### What you should do
Count every line in the data below where the word "JOSE" appears, then state only that count.

:: Exercise data

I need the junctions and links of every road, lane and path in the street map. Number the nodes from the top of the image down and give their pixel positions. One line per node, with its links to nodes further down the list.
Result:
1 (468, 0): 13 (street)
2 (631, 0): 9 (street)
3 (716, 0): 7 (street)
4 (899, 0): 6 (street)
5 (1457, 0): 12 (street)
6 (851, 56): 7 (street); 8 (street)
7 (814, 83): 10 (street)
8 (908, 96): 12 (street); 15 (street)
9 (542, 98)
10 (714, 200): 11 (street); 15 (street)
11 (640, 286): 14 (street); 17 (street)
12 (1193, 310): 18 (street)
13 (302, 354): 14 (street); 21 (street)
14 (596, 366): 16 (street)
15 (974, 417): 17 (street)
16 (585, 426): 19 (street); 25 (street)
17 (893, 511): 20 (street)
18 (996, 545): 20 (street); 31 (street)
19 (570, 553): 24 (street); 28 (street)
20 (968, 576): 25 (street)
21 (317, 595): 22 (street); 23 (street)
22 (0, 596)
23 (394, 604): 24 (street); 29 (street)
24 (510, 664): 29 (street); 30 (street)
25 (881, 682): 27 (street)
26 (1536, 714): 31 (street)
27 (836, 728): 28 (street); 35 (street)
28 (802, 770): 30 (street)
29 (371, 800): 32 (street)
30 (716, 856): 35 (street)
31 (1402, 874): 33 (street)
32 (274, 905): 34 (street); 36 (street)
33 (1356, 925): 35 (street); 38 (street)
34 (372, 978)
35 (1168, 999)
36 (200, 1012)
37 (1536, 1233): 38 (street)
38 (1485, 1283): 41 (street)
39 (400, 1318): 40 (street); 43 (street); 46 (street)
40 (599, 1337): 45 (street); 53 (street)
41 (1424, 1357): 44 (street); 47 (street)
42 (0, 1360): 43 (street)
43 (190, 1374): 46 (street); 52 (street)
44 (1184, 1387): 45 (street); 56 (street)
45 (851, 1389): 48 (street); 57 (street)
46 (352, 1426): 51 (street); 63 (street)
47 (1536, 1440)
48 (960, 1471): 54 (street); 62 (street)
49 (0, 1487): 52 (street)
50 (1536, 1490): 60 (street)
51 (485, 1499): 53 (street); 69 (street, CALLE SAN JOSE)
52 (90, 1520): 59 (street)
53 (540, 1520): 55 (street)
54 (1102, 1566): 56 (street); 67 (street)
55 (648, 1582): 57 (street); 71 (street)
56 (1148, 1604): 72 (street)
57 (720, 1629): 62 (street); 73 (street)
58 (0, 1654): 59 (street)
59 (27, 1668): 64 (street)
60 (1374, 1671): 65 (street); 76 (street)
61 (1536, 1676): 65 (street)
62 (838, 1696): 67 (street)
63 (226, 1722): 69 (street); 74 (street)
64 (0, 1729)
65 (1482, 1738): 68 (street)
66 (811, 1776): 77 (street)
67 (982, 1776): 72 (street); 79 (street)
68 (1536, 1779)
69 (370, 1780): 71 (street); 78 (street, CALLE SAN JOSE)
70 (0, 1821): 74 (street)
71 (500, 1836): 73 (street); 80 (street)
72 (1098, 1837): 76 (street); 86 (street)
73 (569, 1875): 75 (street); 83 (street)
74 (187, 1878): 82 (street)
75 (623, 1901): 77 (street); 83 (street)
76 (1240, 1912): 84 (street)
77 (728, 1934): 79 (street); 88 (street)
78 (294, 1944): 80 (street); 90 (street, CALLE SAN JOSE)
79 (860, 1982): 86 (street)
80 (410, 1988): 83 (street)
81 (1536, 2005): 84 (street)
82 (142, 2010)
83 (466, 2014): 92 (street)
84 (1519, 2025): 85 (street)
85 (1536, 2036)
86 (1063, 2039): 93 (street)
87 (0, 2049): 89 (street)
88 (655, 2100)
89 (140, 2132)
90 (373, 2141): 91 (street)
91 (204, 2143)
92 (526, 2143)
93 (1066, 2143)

::::

### Reply
3